> _WHAT YOU SHOULD DO_:
Which lines of the data contain the string "numbered"? Copy every one of them.

━━━━━ SOURCE RECORDS ━━━━━

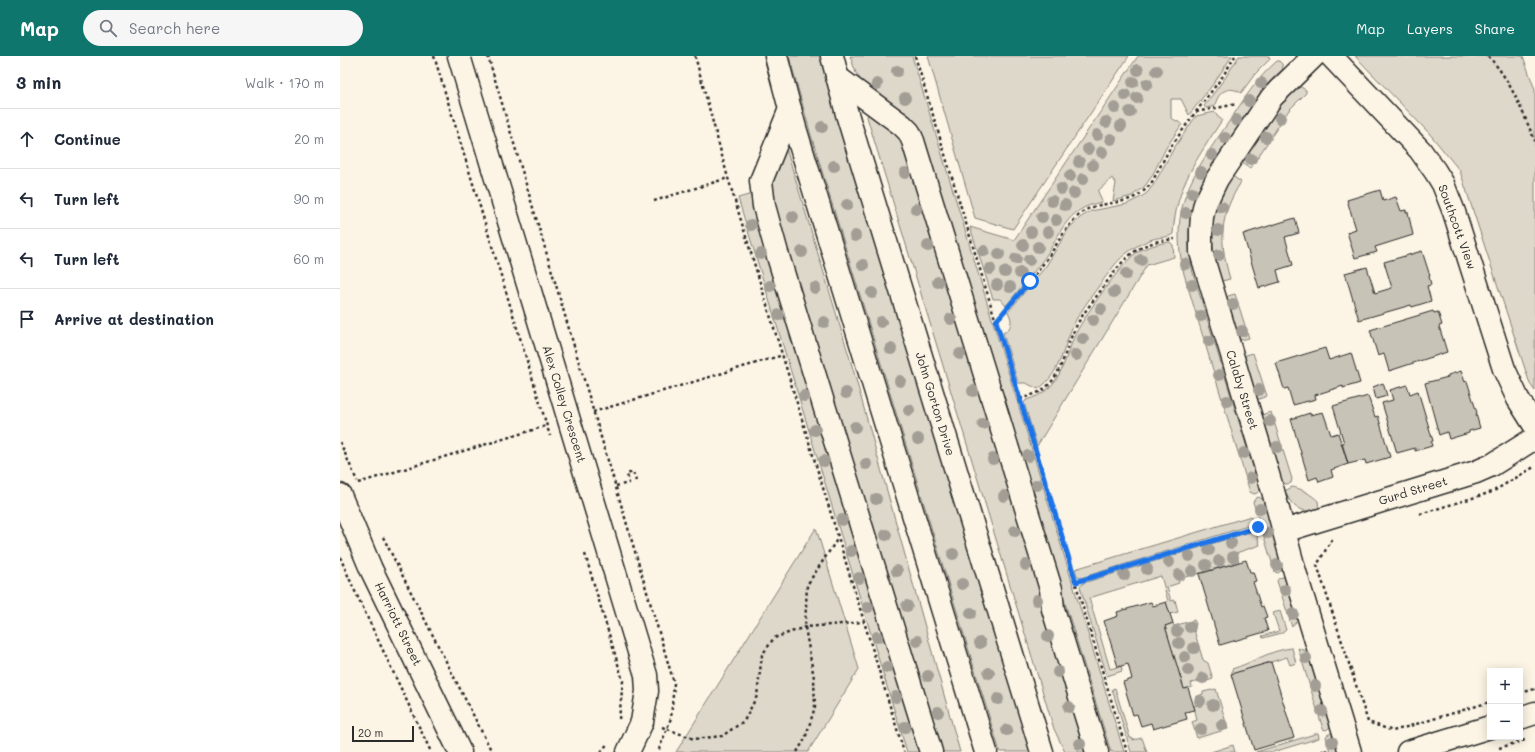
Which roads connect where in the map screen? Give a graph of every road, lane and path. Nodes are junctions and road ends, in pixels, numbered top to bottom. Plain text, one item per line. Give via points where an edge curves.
1 (434, 56) edge
2 (459, 56) edge
3 (488, 56) edge
4 (695, 56) edge
5 (776, 56) edge
6 (832, 56) edge
7 (915, 56) edge
8 (1235, 56) edge
9 (1314, 56) edge
10 (1331, 56) edge
11 (1488, 56) edge
12 (837, 77) junction
13 (1237, 104) dead end
14 (790, 109) junction
15 (1195, 113) junction
16 (1535, 141) edge
17 (728, 178) junction
18 (654, 201) dead end
19 (1175, 239) dead end
20 (996, 321) junction
21 (1020, 399) junction
22 (1535, 426) edge
23 (550, 437) dead end
24 (1535, 438) edge
25 (340, 442) edge
26 (636, 481) dead end
27 (616, 486) junction
28 (350, 492) edge
29 (1258, 527) dead end
30 (1284, 531) junction
31 (381, 534) dead end
32 (838, 538) junction
33 (1332, 540) dead end
34 (584, 552) dead end
35 (340, 557) edge
36 (1076, 582) junction
37 (864, 622) junction
38 (805, 627) junction
39 (1487, 703) edge
40 (1535, 713) edge
41 (619, 717) junction
42 (1523, 717) edge
43 (642, 722) junction
44 (618, 723) dead end
45 (667, 728) junction
46 (1487, 728) edge
47 (1528, 739) dead end
48 (609, 741) dead end
49 (1326, 749) dead end
50 (1492, 750) dead end
51 (431, 752) edge
52 (460, 752) edge
53 (492, 752) edge
54 (601, 752) edge
55 (628, 752) edge
56 (658, 752) edge
57 (797, 752) edge
58 (904, 752) edge
59 (931, 752) edge
60 (986, 752) edge
61 (1042, 752) edge
62 (1097, 752) edge
63 (1127, 752) edge
64 (1321, 752) edge
65 (1350, 752) edge
66 (1408, 752) edge

1 - 23 path
2 - 43 street, Alex Colley Crescent via 646,675 647,691
3 - 27 path
4 - 17 path
5 - 14 street
6 - 12 street, John Gorton Drive
7 - 20 path
8 - 15 path
9 - 30 street, Calaby Street via 1272,96 1217,179 1205,204 1201,230 1203,263
10 - 22 street, Southcott View via 1420,150 1443,184 1502,364 1514,391
11 - 16 path via 1519,102
12 - 61 street, John Gorton Drive
12 - 62 street via 902,125 913,141 1048,582 1053,609
13 - 15 path
14 - 59 street via 761,181 764,206
14 - 60 street
15 - 20 path via 1170,148 1147,188 1133,198 1091,208 1078,215 1064,229 1043,265
17 - 18 path
17 - 32 path
19 - 21 path via 1149,243 1127,257 1082,316 1060,367 1050,383 1040,392
20 - 21 path
21 - 36 path
24 - 30 street, Gurd Street via 1476,472
25 - 28 path
26 - 27 path via 633,472 626,474 629,483
27 - 45 path via 674,684 671,718
28 - 52 street, Harriott Street via 371,569
29 - 36 path
30 - 65 street, Calaby Street
31 - 53 path
32 - 37 path
32 - 38 path via 807,585
33 - 39 path via 1317,565 1368,722 1393,731
34 - 41 path via 624,681
35 - 51 path
36 - 63 path
37 - 38 path
37 - 58 path
38 - 45 path via 774,638 762,655 757,696 744,721 722,736 694,739
38 - 57 path via 814,678 815,707 806,739
40 - 42 street
41 - 43 path
41 - 44 path
43 - 45 path
43 - 55 street, Alex Colley Crescent
45 - 56 path
46 - 66 street
47 - 50 path
48 - 54 path
49 - 64 path

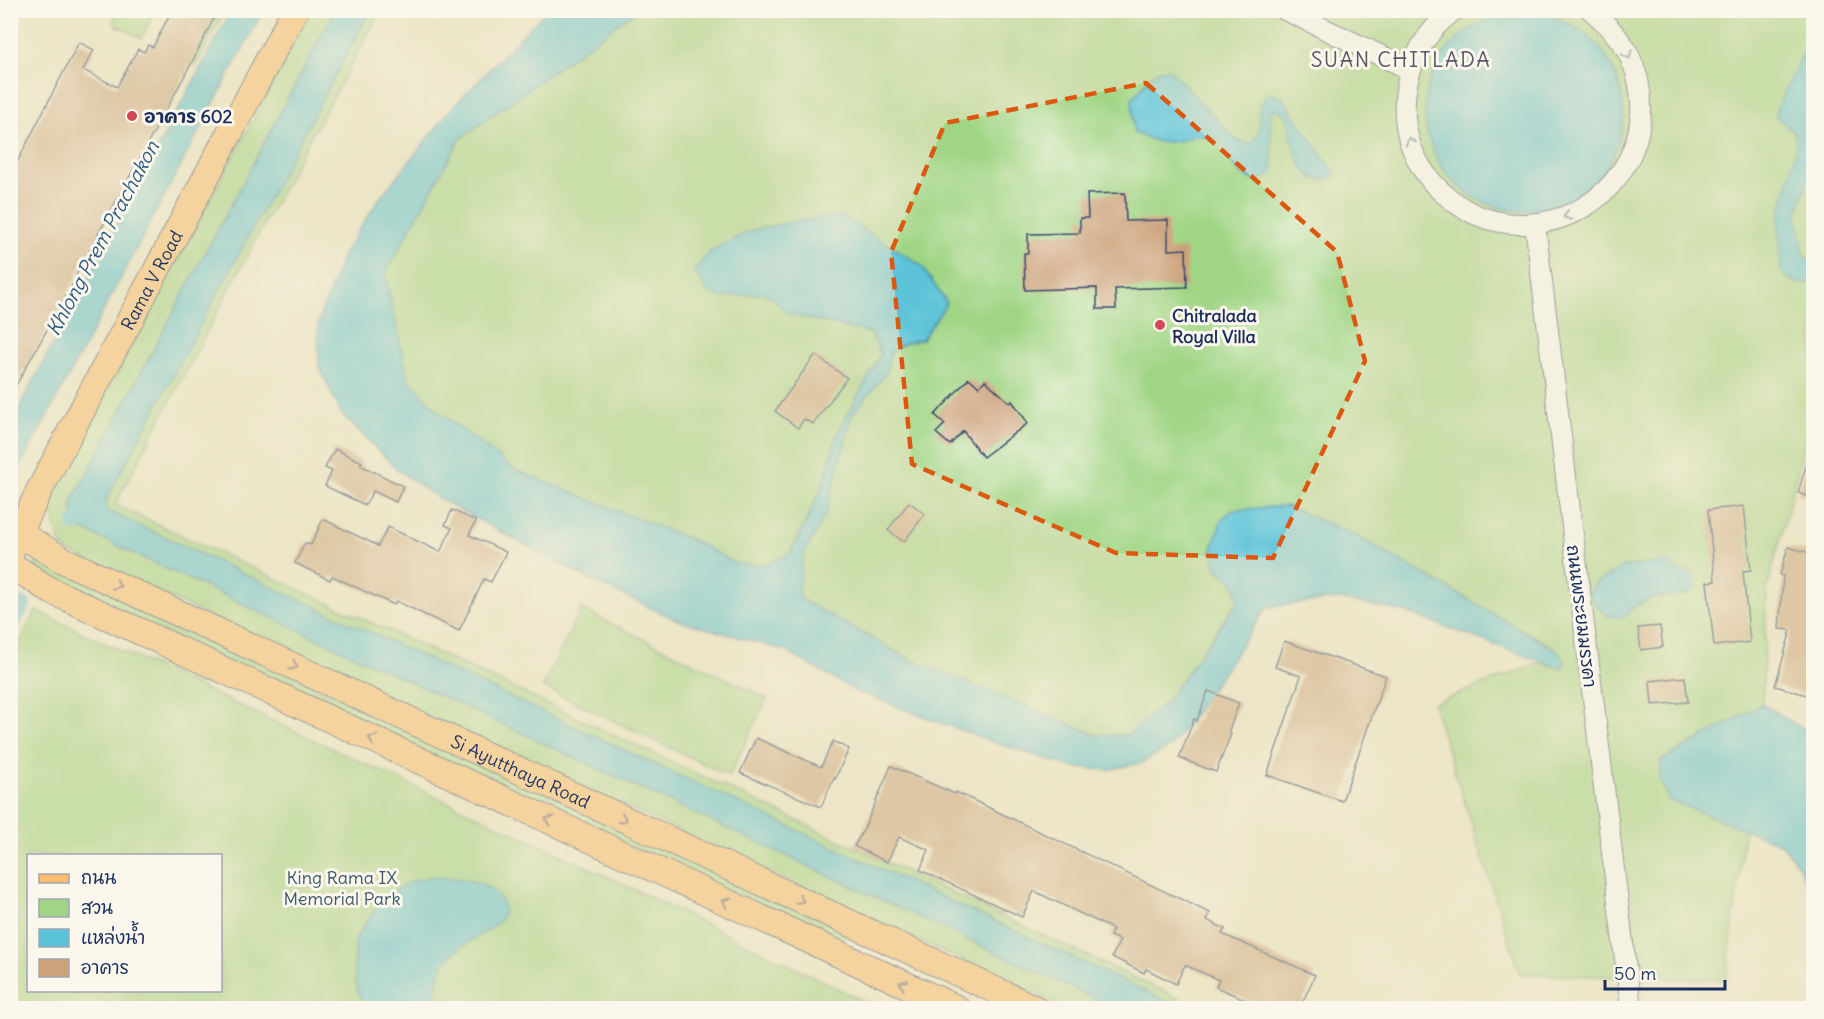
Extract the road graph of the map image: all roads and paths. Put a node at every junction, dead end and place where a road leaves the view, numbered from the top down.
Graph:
1 (295, 10) edge
2 (1285, 10) edge
3 (1455, 10) edge
4 (1591, 10) edge
5 (1411, 70) junction
6 (1535, 224) junction
7 (14, 538) edge
8 (10, 564) edge
9 (873, 934) junction
10 (858, 963) junction
11 (956, 1008) edge
12 (1034, 1008) edge
13 (1630, 1008) edge

1 - 7 main road, Rama V Road
2 - 5 street
3 - 5 street
4 -> 6 street
6 -> 5 street
6 - 13 street, ถนนพระยมมรรคา
7 -> 9 main road, Si Ayutthaya Road
10 -> 8 main road, Si Ayutthaya Road
9 - 10 main road
9 - 12 main road, Si Ayutthaya Road
11 -> 10 main road, Si Ayutthaya Road

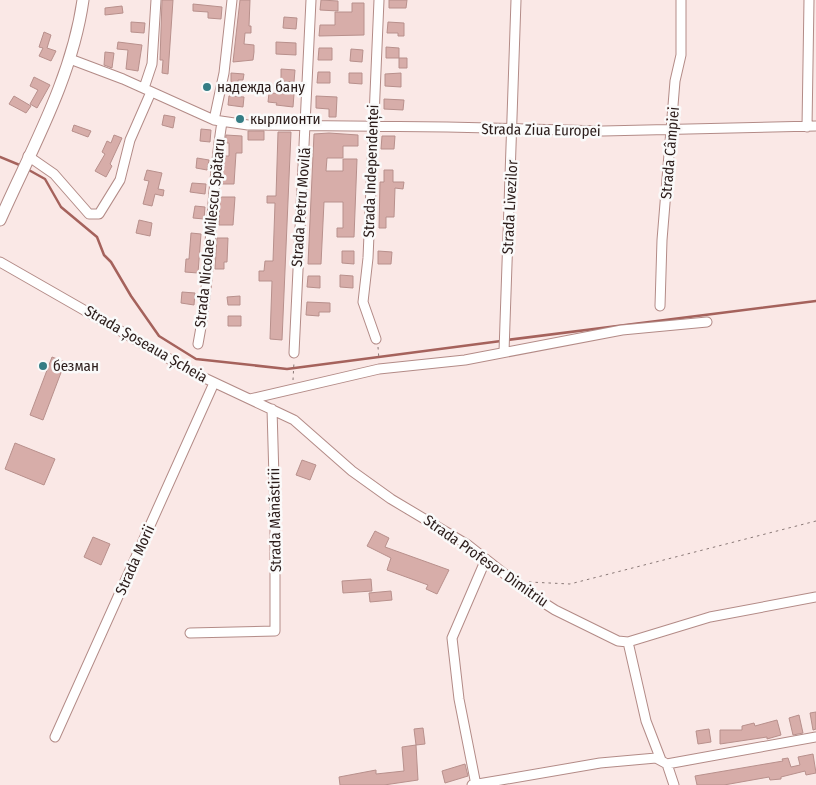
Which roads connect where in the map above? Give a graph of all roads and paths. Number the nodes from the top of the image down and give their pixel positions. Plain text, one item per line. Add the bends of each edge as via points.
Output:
1 (83, 0) edge
2 (156, 0) edge
3 (232, 0) edge
4 (311, 0) edge
5 (378, 0) edge
6 (516, 0) edge
7 (681, 0) edge
8 (809, 0) edge
9 (70, 59) junction
10 (148, 90) junction
11 (218, 121) junction
12 (305, 125) junction
13 (373, 126) junction
14 (812, 127) edge
15 (672, 128) junction
16 (514, 130) junction
17 (26, 162) junction
18 (0, 220) edge
19 (0, 262) edge
20 (660, 306) dead end
21 (707, 322) dead end
22 (376, 339) dead end
23 (198, 344) dead end
24 (505, 348) junction
25 (378, 351) dead end
26 (294, 358) joint
27 (379, 361) dead end
28 (293, 373) dead end
29 (214, 383) junction
30 (250, 398) junction
31 (272, 409) junction
32 (294, 420) joint
33 (816, 521) edge
34 (486, 559) junction
35 (516, 581) junction
36 (816, 597) edge
37 (190, 633) dead end
38 (628, 642) junction
39 (55, 737) dead end
40 (816, 737) edge
41 (664, 762) junction
42 (472, 785) edge
43 (476, 785) edge
44 (674, 785) edge

1 - 9 main road
2 - 10 street
3 - 11 street, Strada Nicolae Milescu Spătaru
4 - 12 street, Strada Petru Movilă
5 - 13 street, Strada Independenței
6 - 16 street, Strada Livezilor
7 - 15 street, Strada Câmpiei via 681,55 675,81
8 - 14 street
9 - 10 street
9 - 17 main road
10 - 11 street
10 - 17 street via 120,180 99,214 89,214 54,174
11 - 12 street, Strada Ziua Europei
11 - 23 street, Strada Nicolae Milescu Spătaru via 204,315
12 - 13 street, Strada Ziua Europei
12 - 26 street, Strada Petru Movilă
13 - 16 street, Strada Ziua Europei
13 - 22 street, Strada Independenței via 363,302
14 - 15 street, Strada Ziua Europei
15 - 16 street, Strada Ziua Europei
15 - 20 street, Strada Câmpiei
16 - 24 street, Strada Livezilor
17 - 18 main road
19 - 29 street, Strada Șoseaua Șcheia
21 - 24 street via 622,330
24 - 30 street via 465,360 379,369
25 - 27 path
26 - 28 path
29 - 30 street, Strada Șoseaua Șcheia
29 - 39 street, Strada Morii
30 - 31 street, Strada Șoseaua Șcheia
31 - 32 street, Strada Șoseaua Șcheia
31 - 37 street, Strada Mănăstirii via 275,631
32 - 34 street, Strada Profesor Dimitriu via 352,471
33 - 35 path via 570,584
34 - 35 street, Strada Profesor Dimitriu
34 - 43 street via 452,638 459,699
35 - 38 street, Strada Profesor Dimitriu via 555,610 618,641
36 - 38 street via 710,617
38 - 41 street via 646,722
40 - 41 street
41 - 43 street via 656,758 600,764
41 - 44 street
42 - 43 street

━━━━━

> _SOLUTION FOR THIS EXERCISE_:
Which roads connect where in the map screen? Give a graph of every road, lane and path. Nodes are junctions and road ends, in pixels, numbered top to bottom. Plain text, one item per line. Give via points where an edge curves.
Extract the road graph of the map image: all roads and paths. Put a node at every junction, dead end and place where a road leaves the view, numbered from the top down.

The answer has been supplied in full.